Petro, a former guerrilla who became a politician more than a decade ago, said replacing coal and oil export revenues worth $4.16bn in 2020 would be "easy" with exports of renewable energy.
"It would have been very difficult to stop depending on coal and oil when oil and coal export revenues were $40bn, as happened in 2013," he said.
But a closer look at the decline in revenues shows the descent over the past decade has been skewed in favour of oil. Revenues from oil products fell to $8.7bn in 2020, from $32.5bn in 2013. But coal revenues fell less sharply from $6.7bn to $4.2bn over the same period.
And any shift away from coal production and exports will not happen overnight, particularly given high international coal prices. Global mining firm Glencore has relinquished its mining rights for the Prodeco operation, but it is looking to buy out its partners in the Cerrejon project, suggesting that the company has a relatively firm outlook for international demand in the medium term.
But Colombia has great opportunities to continue exporting coal to Asian markets owing to a shift in demand from northwest Europe, the former mayor of Medellin, Federico Gutierrez, told Argus.
"Today, Colombia has a great opportunity around price and demand especially in Asian countries and there is also a great opportunity for the sector. That's why it seems irresponsible to me and also populist [by those] who said fossil fuels will have to end," he said.

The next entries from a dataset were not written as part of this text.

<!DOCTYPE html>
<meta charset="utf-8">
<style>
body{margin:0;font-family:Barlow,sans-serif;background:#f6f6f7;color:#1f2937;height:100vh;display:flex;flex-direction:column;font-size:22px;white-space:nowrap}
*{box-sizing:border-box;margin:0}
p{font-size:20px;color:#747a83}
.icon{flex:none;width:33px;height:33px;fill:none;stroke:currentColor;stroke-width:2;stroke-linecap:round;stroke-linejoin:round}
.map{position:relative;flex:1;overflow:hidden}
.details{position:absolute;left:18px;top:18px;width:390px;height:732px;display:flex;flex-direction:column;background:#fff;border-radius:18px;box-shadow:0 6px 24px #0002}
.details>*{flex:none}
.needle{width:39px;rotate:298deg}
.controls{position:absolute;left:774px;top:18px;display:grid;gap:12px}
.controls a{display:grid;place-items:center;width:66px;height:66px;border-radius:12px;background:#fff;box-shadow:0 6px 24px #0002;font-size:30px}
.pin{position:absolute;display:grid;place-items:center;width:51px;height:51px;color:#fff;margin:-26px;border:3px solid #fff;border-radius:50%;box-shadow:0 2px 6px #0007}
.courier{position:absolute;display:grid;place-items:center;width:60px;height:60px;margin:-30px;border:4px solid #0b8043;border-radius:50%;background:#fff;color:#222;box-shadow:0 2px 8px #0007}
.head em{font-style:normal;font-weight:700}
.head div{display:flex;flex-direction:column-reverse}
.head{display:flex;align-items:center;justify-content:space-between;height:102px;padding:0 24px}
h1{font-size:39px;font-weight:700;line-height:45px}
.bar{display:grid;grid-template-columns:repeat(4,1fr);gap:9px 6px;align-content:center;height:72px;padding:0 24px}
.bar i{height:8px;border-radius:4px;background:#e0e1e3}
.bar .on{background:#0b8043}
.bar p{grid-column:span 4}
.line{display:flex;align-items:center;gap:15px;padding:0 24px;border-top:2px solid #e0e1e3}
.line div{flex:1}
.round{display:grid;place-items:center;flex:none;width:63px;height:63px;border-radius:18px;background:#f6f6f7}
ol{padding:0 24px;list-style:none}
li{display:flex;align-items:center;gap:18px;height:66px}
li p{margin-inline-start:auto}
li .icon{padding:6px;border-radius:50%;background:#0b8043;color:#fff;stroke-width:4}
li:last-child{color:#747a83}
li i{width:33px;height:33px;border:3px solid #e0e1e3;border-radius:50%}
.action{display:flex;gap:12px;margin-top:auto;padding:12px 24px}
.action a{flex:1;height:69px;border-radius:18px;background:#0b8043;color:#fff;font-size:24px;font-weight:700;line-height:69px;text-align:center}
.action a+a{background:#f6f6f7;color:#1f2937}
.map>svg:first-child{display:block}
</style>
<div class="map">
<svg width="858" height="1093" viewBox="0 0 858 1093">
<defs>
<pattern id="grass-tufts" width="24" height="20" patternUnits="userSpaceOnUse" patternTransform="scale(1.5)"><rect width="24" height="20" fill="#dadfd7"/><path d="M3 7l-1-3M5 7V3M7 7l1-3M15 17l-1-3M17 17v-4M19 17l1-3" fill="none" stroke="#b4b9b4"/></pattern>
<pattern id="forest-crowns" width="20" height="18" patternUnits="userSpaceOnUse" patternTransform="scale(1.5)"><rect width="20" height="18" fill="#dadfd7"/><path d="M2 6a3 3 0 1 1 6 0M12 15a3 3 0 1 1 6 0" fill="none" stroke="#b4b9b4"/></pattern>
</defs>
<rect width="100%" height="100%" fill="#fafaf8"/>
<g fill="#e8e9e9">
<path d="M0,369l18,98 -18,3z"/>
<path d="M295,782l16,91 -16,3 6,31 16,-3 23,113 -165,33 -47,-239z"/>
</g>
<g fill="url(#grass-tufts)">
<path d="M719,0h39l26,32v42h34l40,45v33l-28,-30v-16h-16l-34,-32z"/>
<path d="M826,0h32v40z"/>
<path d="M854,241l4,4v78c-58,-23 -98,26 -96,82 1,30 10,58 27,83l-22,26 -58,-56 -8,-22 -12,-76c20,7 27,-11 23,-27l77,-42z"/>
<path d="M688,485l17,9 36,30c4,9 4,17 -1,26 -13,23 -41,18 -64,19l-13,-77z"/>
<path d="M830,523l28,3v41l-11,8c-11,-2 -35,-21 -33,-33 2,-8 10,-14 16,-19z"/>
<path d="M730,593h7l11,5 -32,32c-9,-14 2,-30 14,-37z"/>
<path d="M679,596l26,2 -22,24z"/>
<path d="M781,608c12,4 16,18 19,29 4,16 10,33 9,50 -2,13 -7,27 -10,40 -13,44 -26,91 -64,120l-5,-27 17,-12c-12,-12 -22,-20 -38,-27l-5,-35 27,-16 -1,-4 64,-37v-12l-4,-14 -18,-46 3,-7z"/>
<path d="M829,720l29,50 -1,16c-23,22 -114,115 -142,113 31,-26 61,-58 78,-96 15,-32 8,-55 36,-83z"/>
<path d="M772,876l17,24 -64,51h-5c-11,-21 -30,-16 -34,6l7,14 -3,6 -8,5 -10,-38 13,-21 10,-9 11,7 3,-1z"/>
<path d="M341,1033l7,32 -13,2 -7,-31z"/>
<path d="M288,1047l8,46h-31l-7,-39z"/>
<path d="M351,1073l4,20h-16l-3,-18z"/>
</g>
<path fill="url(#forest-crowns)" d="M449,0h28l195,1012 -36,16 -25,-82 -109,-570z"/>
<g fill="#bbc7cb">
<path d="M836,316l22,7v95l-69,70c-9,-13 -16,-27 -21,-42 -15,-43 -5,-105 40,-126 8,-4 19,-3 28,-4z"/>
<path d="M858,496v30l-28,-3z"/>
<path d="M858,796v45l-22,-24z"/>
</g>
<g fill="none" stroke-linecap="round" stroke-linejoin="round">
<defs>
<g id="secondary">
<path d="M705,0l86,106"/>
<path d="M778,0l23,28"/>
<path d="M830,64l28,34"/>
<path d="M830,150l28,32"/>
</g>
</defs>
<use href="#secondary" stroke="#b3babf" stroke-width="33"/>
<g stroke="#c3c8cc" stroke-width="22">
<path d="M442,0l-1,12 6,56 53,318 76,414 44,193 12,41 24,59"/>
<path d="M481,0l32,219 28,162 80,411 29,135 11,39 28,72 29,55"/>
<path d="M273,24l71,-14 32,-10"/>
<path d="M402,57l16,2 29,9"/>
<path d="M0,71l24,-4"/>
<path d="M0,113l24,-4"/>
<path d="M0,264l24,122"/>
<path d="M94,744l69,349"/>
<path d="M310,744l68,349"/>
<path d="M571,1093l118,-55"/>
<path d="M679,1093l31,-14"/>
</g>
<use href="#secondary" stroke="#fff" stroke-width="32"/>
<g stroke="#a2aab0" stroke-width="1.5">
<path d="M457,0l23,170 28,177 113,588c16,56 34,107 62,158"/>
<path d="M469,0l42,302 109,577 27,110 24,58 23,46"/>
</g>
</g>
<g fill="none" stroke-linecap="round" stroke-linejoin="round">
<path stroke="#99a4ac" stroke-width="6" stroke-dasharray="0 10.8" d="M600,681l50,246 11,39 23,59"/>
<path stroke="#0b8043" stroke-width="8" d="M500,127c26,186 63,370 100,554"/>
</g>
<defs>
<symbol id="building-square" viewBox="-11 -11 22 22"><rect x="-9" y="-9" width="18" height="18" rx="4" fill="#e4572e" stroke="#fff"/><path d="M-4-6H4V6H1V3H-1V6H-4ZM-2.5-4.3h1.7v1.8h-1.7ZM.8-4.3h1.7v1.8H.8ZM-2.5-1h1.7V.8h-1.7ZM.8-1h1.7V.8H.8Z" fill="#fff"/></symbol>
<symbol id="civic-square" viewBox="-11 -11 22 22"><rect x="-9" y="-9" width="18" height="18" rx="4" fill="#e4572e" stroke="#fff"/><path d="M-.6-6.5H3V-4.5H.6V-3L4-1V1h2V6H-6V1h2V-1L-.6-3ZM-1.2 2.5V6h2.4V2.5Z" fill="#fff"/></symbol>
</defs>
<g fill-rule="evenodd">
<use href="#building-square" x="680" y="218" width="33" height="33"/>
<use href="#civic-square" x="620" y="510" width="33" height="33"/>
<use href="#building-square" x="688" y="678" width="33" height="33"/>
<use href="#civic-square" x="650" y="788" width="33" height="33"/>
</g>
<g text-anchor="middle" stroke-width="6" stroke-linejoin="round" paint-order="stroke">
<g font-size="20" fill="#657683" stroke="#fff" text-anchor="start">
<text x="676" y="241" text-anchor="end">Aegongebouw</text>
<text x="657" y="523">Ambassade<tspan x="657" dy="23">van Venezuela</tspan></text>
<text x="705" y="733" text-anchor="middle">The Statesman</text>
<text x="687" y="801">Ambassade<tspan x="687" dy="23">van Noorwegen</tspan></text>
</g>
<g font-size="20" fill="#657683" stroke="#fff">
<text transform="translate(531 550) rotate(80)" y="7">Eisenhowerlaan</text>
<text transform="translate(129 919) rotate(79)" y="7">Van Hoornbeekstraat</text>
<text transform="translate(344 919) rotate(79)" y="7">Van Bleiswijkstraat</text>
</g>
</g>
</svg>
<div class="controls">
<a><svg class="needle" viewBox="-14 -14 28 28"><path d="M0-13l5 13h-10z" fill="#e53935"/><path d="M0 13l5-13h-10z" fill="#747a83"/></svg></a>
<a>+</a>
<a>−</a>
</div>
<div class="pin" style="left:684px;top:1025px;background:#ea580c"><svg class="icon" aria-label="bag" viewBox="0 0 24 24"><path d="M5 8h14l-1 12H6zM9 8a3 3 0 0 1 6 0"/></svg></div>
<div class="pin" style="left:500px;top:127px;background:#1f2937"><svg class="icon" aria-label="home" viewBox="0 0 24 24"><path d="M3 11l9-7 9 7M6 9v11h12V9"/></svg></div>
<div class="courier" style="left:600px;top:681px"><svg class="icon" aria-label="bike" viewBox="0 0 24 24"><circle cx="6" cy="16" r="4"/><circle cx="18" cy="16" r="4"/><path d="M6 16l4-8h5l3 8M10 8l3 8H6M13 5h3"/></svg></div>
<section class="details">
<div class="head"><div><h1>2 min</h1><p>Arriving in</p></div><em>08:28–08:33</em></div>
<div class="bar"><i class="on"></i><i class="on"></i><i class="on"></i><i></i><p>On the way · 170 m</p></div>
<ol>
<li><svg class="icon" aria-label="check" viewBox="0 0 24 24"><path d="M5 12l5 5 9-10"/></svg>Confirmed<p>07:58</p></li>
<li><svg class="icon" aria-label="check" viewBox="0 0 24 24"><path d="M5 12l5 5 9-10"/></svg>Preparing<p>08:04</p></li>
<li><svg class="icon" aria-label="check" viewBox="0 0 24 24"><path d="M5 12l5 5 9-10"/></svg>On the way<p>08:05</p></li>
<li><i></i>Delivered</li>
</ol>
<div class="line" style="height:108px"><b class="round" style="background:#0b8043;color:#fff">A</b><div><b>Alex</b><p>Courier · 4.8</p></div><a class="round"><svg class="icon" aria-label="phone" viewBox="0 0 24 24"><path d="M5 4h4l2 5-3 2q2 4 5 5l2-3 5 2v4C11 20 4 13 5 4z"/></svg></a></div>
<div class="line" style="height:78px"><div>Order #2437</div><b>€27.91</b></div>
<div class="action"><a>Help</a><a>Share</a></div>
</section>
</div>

As much as 60pc of La Guajira's GDP depends on coal production, and the new president must respect the coal contracts of the government with the largest coal producers Cerrejon and Drummond, Gutierrez said.
Gutierrez along with several former mayors of other cities are forming a coalition to run for the presidency.

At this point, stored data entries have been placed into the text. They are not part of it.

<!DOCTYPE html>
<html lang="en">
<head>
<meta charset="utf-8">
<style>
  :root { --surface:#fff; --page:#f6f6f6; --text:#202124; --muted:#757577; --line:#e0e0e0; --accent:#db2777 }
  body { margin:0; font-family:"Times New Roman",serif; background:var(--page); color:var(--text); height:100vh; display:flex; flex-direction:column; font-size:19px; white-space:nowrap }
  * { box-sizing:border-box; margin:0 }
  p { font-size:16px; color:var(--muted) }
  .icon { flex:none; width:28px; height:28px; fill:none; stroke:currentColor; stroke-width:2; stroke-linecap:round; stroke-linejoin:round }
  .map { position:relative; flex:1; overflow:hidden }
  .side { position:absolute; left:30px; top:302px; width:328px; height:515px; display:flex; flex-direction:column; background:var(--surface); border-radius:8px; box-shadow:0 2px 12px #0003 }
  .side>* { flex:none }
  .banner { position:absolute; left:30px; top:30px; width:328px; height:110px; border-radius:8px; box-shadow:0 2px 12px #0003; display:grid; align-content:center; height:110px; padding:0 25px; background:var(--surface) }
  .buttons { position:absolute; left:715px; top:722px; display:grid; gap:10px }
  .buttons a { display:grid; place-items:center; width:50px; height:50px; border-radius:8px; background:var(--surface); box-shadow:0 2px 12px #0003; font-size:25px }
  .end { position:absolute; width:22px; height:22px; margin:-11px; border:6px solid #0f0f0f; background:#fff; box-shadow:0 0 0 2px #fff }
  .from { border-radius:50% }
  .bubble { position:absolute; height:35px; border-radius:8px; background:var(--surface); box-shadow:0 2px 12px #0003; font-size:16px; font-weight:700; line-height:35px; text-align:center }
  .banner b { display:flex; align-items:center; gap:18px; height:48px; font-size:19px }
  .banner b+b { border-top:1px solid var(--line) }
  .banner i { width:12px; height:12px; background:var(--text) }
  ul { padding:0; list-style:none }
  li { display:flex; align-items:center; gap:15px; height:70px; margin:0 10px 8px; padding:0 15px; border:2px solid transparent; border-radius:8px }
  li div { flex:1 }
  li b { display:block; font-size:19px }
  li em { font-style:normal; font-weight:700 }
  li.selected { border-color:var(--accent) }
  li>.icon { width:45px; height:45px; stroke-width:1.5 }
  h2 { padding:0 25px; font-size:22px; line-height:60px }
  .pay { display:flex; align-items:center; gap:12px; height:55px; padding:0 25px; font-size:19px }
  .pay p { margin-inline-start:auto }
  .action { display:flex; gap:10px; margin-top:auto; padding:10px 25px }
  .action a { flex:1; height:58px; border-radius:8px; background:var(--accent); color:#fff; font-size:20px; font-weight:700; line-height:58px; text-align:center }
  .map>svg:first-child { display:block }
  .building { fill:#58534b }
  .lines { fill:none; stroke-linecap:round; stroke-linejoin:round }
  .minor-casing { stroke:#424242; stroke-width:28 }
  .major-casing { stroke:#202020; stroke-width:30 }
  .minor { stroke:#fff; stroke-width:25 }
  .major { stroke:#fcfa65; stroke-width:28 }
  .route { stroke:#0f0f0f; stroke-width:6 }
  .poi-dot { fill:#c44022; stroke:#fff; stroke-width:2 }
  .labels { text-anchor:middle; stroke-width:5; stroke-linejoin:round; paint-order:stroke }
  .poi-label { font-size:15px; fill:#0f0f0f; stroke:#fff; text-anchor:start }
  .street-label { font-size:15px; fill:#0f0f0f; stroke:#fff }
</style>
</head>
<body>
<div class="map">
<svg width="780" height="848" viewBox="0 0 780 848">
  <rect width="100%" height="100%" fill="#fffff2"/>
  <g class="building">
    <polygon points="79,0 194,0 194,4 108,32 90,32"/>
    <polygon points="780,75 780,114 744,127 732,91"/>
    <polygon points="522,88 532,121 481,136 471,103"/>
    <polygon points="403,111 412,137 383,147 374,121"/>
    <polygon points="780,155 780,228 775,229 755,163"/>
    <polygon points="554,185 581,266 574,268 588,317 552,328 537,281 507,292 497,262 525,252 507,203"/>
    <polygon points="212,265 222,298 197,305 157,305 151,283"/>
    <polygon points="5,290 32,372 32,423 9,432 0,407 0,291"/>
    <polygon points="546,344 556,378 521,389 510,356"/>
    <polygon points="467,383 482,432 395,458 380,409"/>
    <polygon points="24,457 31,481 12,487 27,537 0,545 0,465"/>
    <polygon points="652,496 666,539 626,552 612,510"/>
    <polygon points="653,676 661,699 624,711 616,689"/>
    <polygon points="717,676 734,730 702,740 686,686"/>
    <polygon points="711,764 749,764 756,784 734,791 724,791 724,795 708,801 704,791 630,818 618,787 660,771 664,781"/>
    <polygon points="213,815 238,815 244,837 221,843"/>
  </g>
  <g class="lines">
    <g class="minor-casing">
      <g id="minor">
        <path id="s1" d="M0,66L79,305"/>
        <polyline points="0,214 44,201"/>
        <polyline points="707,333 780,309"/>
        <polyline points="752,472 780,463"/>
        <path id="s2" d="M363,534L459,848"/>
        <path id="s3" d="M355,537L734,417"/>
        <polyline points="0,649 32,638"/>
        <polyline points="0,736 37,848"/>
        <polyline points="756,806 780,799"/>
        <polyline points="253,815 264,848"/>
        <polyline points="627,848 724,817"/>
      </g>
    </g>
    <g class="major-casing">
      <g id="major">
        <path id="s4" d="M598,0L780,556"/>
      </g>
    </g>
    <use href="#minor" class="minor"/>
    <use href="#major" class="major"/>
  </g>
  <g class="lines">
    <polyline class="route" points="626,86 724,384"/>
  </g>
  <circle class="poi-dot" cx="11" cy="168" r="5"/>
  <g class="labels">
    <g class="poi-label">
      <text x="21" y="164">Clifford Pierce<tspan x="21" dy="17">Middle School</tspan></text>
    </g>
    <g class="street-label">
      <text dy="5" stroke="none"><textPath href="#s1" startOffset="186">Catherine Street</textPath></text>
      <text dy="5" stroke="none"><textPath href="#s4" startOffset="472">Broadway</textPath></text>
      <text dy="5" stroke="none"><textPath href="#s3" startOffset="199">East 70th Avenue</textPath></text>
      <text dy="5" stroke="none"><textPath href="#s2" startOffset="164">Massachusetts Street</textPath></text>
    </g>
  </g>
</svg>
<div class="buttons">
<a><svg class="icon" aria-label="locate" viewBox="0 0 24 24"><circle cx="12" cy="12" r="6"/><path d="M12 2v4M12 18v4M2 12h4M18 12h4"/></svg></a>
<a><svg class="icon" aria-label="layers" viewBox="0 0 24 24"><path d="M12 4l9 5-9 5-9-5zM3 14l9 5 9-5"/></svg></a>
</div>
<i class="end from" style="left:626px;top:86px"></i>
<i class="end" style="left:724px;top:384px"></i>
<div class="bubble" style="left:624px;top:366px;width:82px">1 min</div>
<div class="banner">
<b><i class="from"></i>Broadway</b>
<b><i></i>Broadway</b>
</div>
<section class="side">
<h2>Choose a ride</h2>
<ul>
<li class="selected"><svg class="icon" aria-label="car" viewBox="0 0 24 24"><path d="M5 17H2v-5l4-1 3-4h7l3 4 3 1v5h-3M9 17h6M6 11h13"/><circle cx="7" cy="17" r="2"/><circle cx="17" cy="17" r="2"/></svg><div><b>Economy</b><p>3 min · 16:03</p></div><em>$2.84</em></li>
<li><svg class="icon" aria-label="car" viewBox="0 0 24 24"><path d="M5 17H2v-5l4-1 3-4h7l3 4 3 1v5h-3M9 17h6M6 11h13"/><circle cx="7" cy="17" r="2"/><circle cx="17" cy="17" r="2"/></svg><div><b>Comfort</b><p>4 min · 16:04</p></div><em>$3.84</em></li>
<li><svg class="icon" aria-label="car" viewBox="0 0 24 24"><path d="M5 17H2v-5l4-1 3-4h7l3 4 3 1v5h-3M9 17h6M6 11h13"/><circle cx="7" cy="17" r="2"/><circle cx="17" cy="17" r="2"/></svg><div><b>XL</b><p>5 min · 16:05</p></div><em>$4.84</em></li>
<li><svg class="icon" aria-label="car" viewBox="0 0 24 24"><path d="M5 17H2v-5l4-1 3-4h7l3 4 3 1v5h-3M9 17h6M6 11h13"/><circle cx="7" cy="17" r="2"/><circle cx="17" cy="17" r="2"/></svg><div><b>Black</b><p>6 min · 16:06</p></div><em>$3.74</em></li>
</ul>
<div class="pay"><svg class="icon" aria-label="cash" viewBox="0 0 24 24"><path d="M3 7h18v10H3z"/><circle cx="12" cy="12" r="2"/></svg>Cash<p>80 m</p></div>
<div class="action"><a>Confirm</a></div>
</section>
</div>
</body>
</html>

Colombia has over 17.6 trillion pesos ($4.67bn) in coal and oil royalties waiting to be invested, but the municipalities have difficulties in structuring projects, which has prevented the money from being invested properly. Gutierrez pledged to help the municipalities form teams to structure projects to take advantage of booming royalties.
Former minister of mines and energy Mauricio Cardenas agreed with Gutierrez on this need. It would be "suicide" if Colombia stops producing coal, metallurgic coke and oil, and scrapped plans to impose a surcharge on income taxes for the mining sector, Cardenas said.
Minerals such as coal and copper are needed for the transition to renewable energies, Zuluaga said, noting that if he wins the 2022 election he will increase the competitiveness of the sector. Neighbouring countries such as Panama and Ecuador have allowed exploration and production of copper, and Colombia is lagging.
Juan Carlos Echeverry, former chief executive of state-controlled oil company Ecopetrol, has pledged to keep taxes on coal mines unchanged, including paying 35pc in income taxes.
Drummond and Cerrejon declined to comment.